▶ **Data to use**
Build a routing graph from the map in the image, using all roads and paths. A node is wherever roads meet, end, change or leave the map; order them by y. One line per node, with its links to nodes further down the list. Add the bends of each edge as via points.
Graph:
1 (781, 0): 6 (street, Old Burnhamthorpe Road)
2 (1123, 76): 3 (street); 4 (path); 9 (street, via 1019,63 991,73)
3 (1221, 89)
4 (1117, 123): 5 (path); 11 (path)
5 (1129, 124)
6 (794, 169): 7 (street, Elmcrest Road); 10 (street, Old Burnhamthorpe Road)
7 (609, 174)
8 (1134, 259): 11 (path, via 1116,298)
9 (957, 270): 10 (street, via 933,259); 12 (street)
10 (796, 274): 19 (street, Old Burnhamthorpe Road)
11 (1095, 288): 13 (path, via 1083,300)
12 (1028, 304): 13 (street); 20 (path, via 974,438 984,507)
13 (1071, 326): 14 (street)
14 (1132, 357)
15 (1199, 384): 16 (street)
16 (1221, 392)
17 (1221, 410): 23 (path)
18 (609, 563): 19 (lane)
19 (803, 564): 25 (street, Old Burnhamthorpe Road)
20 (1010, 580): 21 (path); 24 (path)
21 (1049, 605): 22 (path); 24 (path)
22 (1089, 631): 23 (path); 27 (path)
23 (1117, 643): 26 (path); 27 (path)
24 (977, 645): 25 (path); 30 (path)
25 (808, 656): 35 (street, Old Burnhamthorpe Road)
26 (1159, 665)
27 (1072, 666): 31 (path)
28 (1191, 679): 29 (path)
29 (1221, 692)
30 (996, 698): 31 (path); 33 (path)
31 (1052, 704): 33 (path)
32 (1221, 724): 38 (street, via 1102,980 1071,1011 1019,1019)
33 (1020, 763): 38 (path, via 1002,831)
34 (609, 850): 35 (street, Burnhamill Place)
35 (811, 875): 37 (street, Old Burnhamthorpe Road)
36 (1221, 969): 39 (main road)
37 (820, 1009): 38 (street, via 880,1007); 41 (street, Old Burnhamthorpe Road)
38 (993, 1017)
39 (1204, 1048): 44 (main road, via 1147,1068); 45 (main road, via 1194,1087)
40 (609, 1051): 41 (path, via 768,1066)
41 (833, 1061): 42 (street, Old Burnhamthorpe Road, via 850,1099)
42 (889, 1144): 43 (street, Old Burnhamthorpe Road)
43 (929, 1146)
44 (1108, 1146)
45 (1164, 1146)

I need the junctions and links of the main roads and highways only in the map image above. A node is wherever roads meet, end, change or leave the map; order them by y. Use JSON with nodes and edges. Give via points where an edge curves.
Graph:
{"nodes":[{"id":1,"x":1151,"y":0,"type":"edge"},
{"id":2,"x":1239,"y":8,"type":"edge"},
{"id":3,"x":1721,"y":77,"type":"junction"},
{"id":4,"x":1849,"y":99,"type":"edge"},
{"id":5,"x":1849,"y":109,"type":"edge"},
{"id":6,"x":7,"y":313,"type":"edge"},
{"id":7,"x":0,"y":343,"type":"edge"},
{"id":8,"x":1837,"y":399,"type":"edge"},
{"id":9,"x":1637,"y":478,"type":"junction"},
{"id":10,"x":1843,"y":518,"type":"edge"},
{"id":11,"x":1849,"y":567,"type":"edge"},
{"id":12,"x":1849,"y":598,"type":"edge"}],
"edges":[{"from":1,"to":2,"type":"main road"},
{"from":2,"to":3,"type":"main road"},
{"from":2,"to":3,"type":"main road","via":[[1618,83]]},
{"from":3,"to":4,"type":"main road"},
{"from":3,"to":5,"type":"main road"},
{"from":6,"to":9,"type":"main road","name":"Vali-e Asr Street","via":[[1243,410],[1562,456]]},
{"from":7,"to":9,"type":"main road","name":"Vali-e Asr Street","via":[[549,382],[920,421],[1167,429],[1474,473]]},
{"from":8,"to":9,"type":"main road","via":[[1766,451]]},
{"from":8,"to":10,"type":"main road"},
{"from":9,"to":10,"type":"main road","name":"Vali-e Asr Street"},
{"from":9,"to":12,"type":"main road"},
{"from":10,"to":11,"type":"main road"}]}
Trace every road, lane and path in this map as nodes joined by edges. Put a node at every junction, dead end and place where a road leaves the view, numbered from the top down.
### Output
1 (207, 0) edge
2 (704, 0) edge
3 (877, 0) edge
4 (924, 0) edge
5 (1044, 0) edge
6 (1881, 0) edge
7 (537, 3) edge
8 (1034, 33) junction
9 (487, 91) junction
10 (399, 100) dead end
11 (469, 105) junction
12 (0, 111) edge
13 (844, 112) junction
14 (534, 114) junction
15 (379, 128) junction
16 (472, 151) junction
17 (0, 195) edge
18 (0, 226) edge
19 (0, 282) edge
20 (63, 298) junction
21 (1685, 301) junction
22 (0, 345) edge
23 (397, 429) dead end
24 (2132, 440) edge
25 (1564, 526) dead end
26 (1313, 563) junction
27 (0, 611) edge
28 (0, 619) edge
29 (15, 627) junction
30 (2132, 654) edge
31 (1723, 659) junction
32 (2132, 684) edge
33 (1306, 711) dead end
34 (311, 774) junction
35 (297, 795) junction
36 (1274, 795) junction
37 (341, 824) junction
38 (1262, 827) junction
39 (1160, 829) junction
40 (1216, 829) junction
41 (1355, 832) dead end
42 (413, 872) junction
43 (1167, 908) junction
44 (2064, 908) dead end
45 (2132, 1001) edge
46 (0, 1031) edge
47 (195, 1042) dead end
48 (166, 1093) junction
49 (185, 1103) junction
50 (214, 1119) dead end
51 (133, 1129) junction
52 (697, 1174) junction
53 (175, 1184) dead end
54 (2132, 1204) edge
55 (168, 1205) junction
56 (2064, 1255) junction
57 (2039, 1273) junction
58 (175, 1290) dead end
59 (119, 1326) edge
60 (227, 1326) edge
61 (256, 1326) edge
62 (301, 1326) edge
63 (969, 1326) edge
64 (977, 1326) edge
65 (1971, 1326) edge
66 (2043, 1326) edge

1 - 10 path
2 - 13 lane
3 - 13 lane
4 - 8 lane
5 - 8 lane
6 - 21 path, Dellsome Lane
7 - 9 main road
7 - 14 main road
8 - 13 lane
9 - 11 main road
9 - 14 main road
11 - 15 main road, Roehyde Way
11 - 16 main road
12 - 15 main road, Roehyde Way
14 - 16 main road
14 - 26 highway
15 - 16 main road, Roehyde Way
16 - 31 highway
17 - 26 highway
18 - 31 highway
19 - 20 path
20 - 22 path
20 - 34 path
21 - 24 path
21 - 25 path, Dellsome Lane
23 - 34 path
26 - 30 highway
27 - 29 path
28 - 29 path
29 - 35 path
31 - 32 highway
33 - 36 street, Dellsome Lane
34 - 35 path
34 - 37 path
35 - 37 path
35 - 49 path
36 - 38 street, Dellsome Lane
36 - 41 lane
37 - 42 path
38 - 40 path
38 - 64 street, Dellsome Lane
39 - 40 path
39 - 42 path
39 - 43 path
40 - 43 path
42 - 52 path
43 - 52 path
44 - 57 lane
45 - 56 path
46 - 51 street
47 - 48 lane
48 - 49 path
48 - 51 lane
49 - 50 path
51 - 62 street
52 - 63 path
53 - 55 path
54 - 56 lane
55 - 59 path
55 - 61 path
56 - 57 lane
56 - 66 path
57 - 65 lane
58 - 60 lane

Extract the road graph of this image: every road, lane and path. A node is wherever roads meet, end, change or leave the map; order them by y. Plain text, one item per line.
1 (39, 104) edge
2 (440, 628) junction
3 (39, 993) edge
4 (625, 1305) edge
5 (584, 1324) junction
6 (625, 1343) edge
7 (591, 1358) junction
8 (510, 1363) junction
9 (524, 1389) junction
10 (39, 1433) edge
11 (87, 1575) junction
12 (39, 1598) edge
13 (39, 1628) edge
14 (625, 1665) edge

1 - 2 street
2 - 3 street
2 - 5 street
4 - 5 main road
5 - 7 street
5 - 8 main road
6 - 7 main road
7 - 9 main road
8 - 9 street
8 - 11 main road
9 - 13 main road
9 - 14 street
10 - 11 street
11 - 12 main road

▶ **Your assignment**
Look over the listing and return each line that holds "dead".

▶ **Response**
Trace every road, lane and path in this map as nodes joined by edges. Put a node at every junction, dead end and place where a road leaves the view, numbered from the top down.
10 (399, 100) dead end
23 (397, 429) dead end
25 (1564, 526) dead end
33 (1306, 711) dead end
41 (1355, 832) dead end
44 (2064, 908) dead end
47 (195, 1042) dead end
50 (214, 1119) dead end
53 (175, 1184) dead end
58 (175, 1290) dead end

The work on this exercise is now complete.